彼女との間に「ゼイ・アー・アフレイド・オブ・ハー(They Are Afraid of Her)」という娘をもうけたが、幼くしてコレラで亡くし、失意の中しばらく戦の場から離れる。二人目の妻には、ネリー・ララビーというシャイアン族とフランス人の混血女性を迎えた。
彼のヴィジョン
1854年、12歳の時にグラッタン中尉によってコンクァーリング・ベアー酋長たちが虐殺されるのを見た(グラッタンの虐殺)。これを契機に、一人で山に分け入り、岩の上に座禅を組んで[1]「ハンブレチア(ヴィジョン・クエスト)」を行い、ヴィジョン(幻視)を得た。ヴィジョンの中で、ふわふわと影の様に踊り回る奇妙な馬に乗り、顔と体に不思議な模様を描いた男性が現れ、彼に様々な啓示を与えた。父親の名もタ・シュンカワカン・ウィトコだったが、のちにこの夢のことを聞き、啓示のその中の男性が息子だと確信して、すぐさま父親は自分の名を息子に譲ったのである。
このときの幻視で、二つのタブーを得た。それは「他人に腕を捉まれてはいけない」というものと、「自分のための物を持たない」というものである。このタブーを破った際、白人の頭の皮を剥いだことで大怪我をし、二度目は白人に腕を捉まれたことで刺殺されたのである。ノー・ウォーターに撃たれた際がどうだったのかは伝わっていない。
また、「常に質素ないでたちでいるように」との啓示も受けた。

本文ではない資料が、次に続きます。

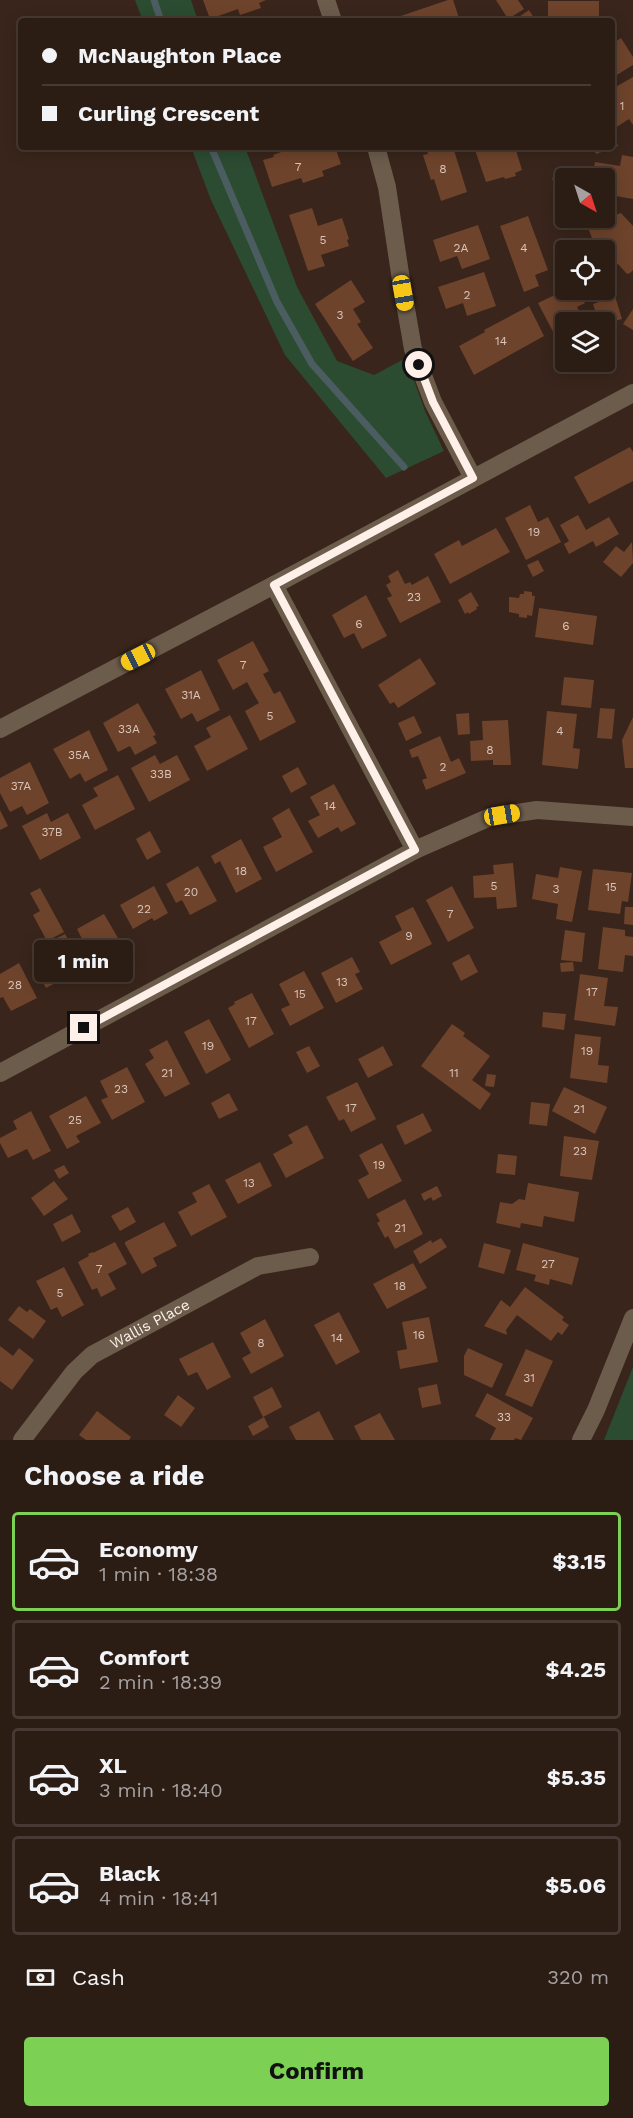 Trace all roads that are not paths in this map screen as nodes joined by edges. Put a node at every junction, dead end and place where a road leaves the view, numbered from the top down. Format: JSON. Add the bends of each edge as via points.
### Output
{"nodes":[{"id":1,"x":326,"y":0,"type":"edge"},
{"id":2,"x":332,"y":18,"type":"edge"},
{"id":3,"x":377,"y":150,"type":"edge"},
{"id":4,"x":633,"y":393,"type":"edge"},
{"id":5,"x":473,"y":478,"type":"junction"},
{"id":6,"x":274,"y":585,"type":"junction"},
{"id":7,"x":0,"y":729,"type":"edge"},
{"id":8,"x":633,"y":817,"type":"edge"},
{"id":9,"x":415,"y":850,"type":"junction"},
{"id":10,"x":0,"y":1073,"type":"edge"},
{"id":11,"x":310,"y":1257,"type":"dead end"},
{"id":12,"x":633,"y":1319,"type":"edge"},
{"id":13,"x":22,"y":1440,"type":"edge"},
{"id":14,"x":581,"y":1440,"type":"edge"}],
"edges":[{"from":1,"to":2,"type":"street"},
{"from":3,"to":5,"type":"street","via":[[387,187],[413,349],[433,402]]},
{"from":4,"to":5,"type":"street"},
{"from":5,"to":6,"type":"street"},
{"from":6,"to":7,"type":"street"},
{"from":6,"to":9,"type":"street"},
{"from":8,"to":9,"type":"street","via":[[559,811],[514,813],[490,817]]},
{"from":9,"to":10,"type":"street"},
{"from":11,"to":13,"type":"street","name":"Wallis Place","via":[[258,1266],[92,1355],[74,1372]]},
{"from":12,"to":14,"type":"street"}]}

このため、彼の服装はいつも必要最小限で、彼を描いた映画や絵画にあるように、派手な羽根冠をつけて戦に出るようなことは一度もなかったとハンプやヒー・ドッグ、ブラック・エルクら近しい者たちは揃って証言している。「常に弱きものを助け、分け与えよ」との啓示を受け、生涯それを実行した。そのために、彼は部族の中の弱い立場の人たちから熱烈に愛された。
戦では負傷したことがないが、スー族の伝統派呪い師であるレイムディアーやレオナルド・クロウドッグによれば、これはクレイジー・ホースが最初のヴィジョンとともに不思議な力をもつ小石を得ていて、戦の際は必ず耳の後ろに挟んでいたおかげだという[2]。スー族は彼を、「われらの稀有なる男」と呼んでいた。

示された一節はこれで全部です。